Brief:
Exact wording is required for every entry; transcribe all of them and leave the images out.

--------------------------------------------------

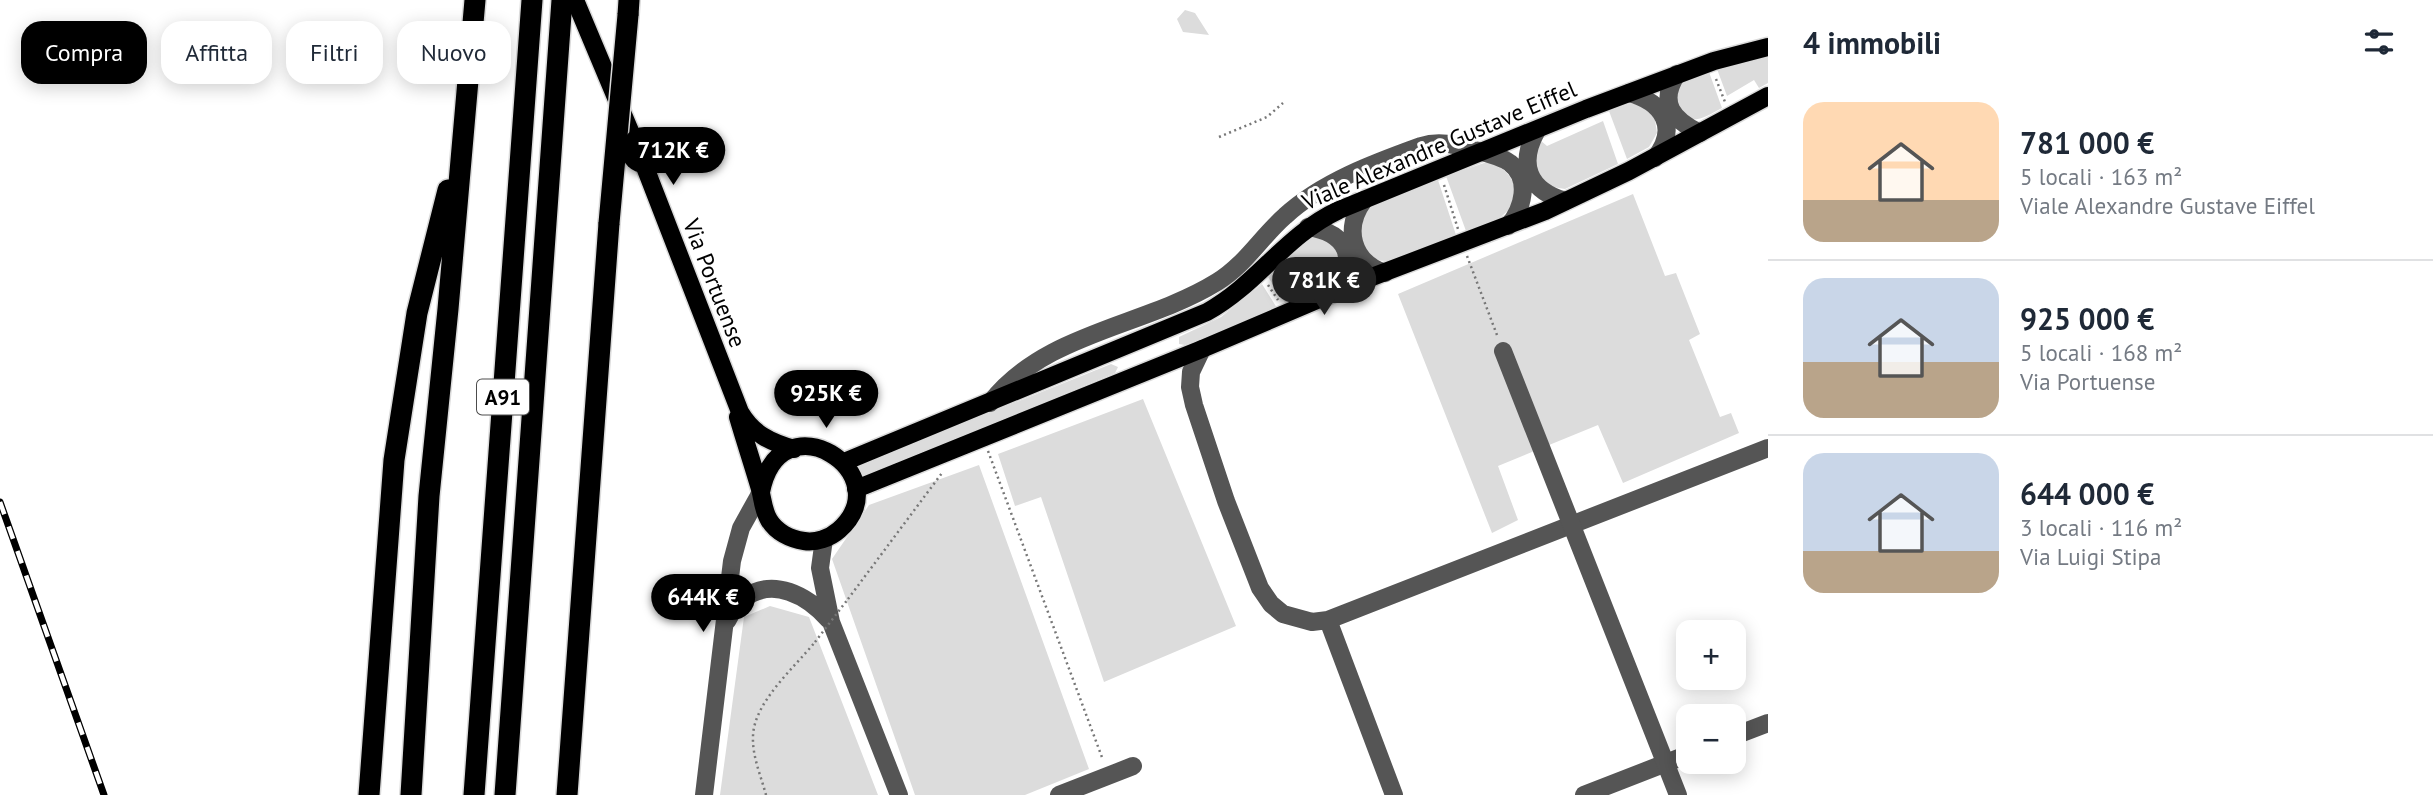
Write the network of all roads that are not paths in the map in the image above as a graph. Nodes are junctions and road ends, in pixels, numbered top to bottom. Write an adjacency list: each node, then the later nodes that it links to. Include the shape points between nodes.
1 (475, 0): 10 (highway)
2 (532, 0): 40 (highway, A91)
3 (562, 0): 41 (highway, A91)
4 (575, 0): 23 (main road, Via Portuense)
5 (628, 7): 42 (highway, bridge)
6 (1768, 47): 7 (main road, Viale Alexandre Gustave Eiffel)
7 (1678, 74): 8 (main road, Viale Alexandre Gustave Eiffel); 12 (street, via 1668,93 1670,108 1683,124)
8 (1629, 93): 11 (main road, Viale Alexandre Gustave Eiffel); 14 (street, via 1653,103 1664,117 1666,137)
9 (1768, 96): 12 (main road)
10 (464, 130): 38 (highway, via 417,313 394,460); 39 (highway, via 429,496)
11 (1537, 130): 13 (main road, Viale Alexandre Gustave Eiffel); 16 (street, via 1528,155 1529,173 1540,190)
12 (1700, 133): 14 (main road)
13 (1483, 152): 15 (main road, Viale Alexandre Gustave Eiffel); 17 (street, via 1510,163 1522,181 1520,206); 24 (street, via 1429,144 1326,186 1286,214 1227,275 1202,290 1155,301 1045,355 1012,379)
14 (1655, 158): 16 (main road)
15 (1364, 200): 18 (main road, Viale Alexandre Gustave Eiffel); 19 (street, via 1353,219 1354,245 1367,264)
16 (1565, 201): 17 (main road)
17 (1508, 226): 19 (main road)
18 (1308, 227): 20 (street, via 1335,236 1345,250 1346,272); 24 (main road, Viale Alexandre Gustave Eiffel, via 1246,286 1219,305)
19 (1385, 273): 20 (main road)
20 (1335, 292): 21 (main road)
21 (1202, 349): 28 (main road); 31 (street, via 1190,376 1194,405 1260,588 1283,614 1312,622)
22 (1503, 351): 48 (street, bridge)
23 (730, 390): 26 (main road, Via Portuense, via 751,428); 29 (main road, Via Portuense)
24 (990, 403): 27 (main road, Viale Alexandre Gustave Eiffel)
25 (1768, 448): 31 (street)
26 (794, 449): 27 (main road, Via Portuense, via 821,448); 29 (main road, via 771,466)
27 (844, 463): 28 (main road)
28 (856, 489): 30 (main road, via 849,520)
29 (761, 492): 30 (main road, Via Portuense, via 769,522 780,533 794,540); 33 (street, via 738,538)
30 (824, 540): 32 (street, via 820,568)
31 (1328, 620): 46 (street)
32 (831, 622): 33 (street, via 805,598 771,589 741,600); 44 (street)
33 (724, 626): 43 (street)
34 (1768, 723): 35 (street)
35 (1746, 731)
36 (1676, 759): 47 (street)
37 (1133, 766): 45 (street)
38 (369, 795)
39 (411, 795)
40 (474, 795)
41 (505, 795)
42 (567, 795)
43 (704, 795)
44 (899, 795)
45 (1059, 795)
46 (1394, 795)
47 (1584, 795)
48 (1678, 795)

--------------------------------------------------

Response to this exercise:
Write the network of all roads that are not paths in the map in the image above as a graph. Nodes are junctions and road ends, in pixels, numbered top to bottom. Write an adjacency list: each node, then the later nodes that it links to. Include the shape points between nodes.
1 (475, 0): 10 (highway)
2 (532, 0): 40 (highway, A91)
3 (562, 0): 41 (highway, A91)
4 (575, 0): 23 (main road, Via Portuense)
5 (628, 7): 42 (highway, bridge)
6 (1768, 47): 7 (main road, Viale Alexandre Gustave Eiffel)
7 (1678, 74): 8 (main road, Viale Alexandre Gustave Eiffel); 12 (street, via 1668,93 1670,108 1683,124)
8 (1629, 93): 11 (main road, Viale Alexandre Gustave Eiffel); 14 (street, via 1653,103 1664,117 1666,137)
9 (1768, 96): 12 (main road)
10 (464, 130): 38 (highway, via 417,313 394,460); 39 (highway, via 429,496)
11 (1537, 130): 13 (main road, Viale Alexandre Gustave Eiffel); 16 (street, via 1528,155 1529,173 1540,190)
12 (1700, 133): 14 (main road)
13 (1483, 152): 15 (main road, Viale Alexandre Gustave Eiffel); 17 (street, via 1510,163 1522,181 1520,206); 24 (street, via 1429,144 1326,186 1286,214 1227,275 1202,290 1155,301 1045,355 1012,379)
14 (1655, 158): 16 (main road)
15 (1364, 200): 18 (main road, Viale Alexandre Gustave Eiffel); 19 (street, via 1353,219 1354,245 1367,264)
16 (1565, 201): 17 (main road)
17 (1508, 226): 19 (main road)
18 (1308, 227): 20 (street, via 1335,236 1345,250 1346,272); 24 (main road, Viale Alexandre Gustave Eiffel, via 1246,286 1219,305)
19 (1385, 273): 20 (main road)
20 (1335, 292): 21 (main road)
21 (1202, 349): 28 (main road); 31 (street, via 1190,376 1194,405 1260,588 1283,614 1312,622)
22 (1503, 351): 48 (street, bridge)
23 (730, 390): 26 (main road, Via Portuense, via 751,428); 29 (main road, Via Portuense)
24 (990, 403): 27 (main road, Viale Alexandre Gustave Eiffel)
25 (1768, 448): 31 (street)
26 (794, 449): 27 (main road, Via Portuense, via 821,448); 29 (main road, via 771,466)
27 (844, 463): 28 (main road)
28 (856, 489): 30 (main road, via 849,520)
29 (761, 492): 30 (main road, Via Portuense, via 769,522 780,533 794,540); 33 (street, via 738,538)
30 (824, 540): 32 (street, via 820,568)
31 (1328, 620): 46 (street)
32 (831, 622): 33 (street, via 805,598 771,589 741,600); 44 (street)
33 (724, 626): 43 (street)
34 (1768, 723): 35 (street)
35 (1746, 731)
36 (1676, 759): 47 (street)
37 (1133, 766): 45 (street)
38 (369, 795)
39 (411, 795)
40 (474, 795)
41 (505, 795)
42 (567, 795)
43 (704, 795)
44 (899, 795)
45 (1059, 795)
46 (1394, 795)
47 (1584, 795)
48 (1678, 795)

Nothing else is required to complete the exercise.